Effectively what we are looking for here is a way to tell the VM system that
allocating local storage is more important to this application than caching
clean file system pages.

(Setting vm_swappiness=0 doesn't do this correctly because it is global to
the system rather than the application, and in certain cases we have found
setting vm_swappiness=0 can cause the VM system to live-lock if then the
system is overcommitted due to mapped pages.)

Why isn't POSIX_FADV_DONTNEED good enough here?
----------------------------------------------

We've tried that too.  If the application is sufficiently aware of what
files it has opened, it could schedule those page cache pages to be
released.  Unfortunately, this doesn't handle the case of the last
application that ran and wrote out a bunch of data before it terminated,
nor does it deal very well with shell scripts that stage data onto and
off of the compute node as part the job's workflow.

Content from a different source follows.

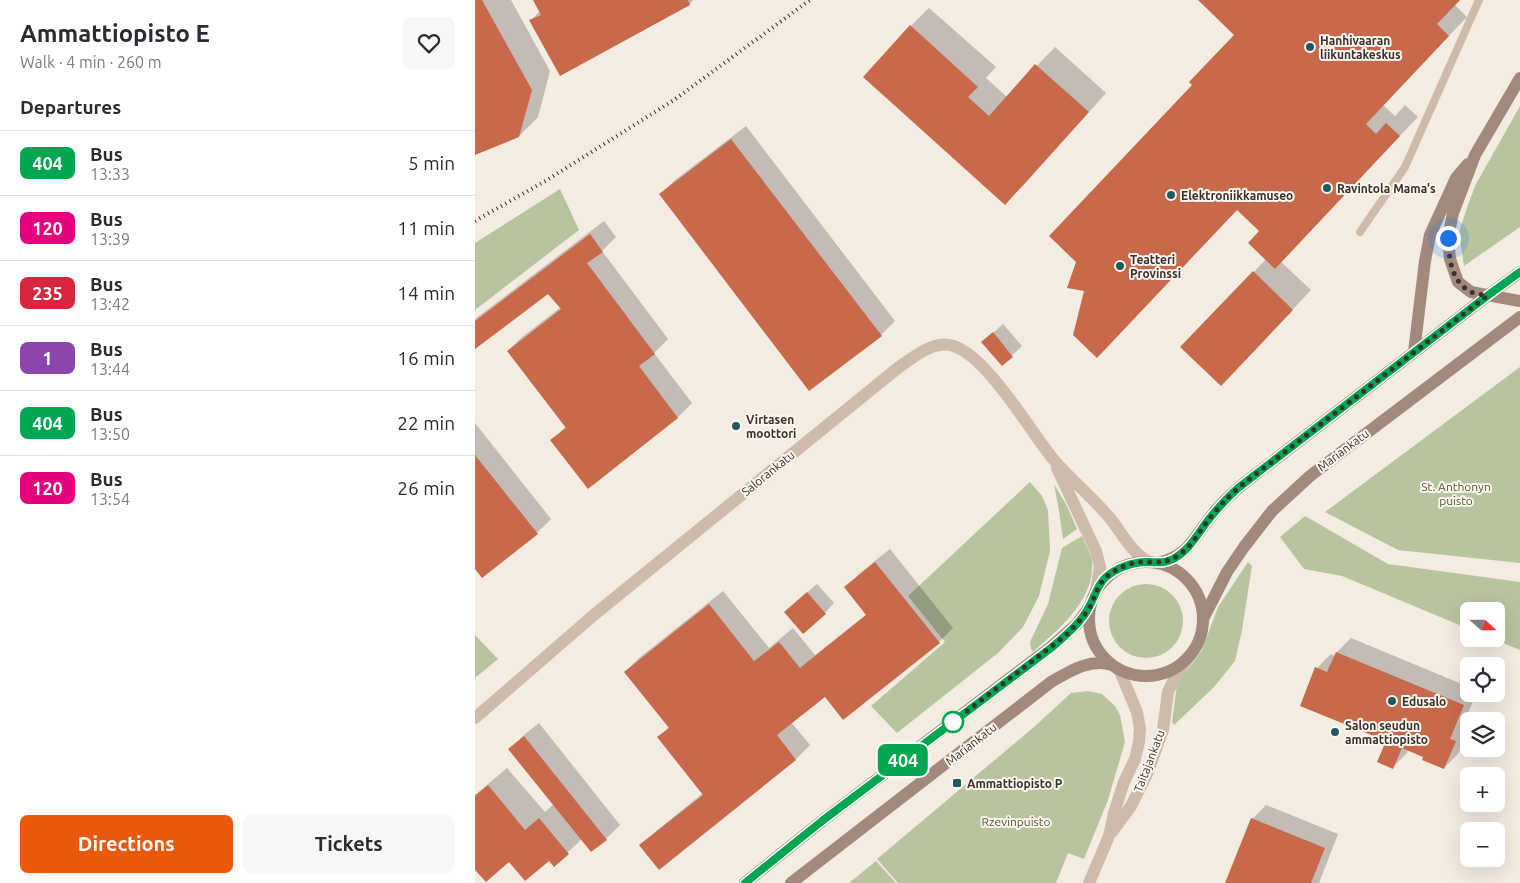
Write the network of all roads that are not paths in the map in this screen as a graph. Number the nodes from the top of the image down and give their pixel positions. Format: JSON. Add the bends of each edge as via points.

So how did we end up with this particular set of patches?
--------------------------------------------------------

This set of patches is based, in part, on experience with our 2.4.21
based kernels.  Those kernels had an "automatic page cache reclaim"
facility, and our benchmarks have shown that this is almost as good
using the "manual page cache reclaim" approach we previously proposed.
Our experience with those kernels was that using the synchronous reclaim
path was too slow, so we special cased the search with code that
paralleled the existing code but would only release clean page-cache
pages.

For 2.6.x, we didn't want code that duplicated much of the VM path
in a separate routine, but instead wanted to slightly modify the
existing VM routines so they would only release clean page-cache
pages and not release mapped storage.  Hence, the extensions that
were proposed to the "scan control" structure.

Originally, we wanted to start with the "manual page cache release"
code we previously proposed, but that got shot down, so here we are
with the "automatic page cache release" approach.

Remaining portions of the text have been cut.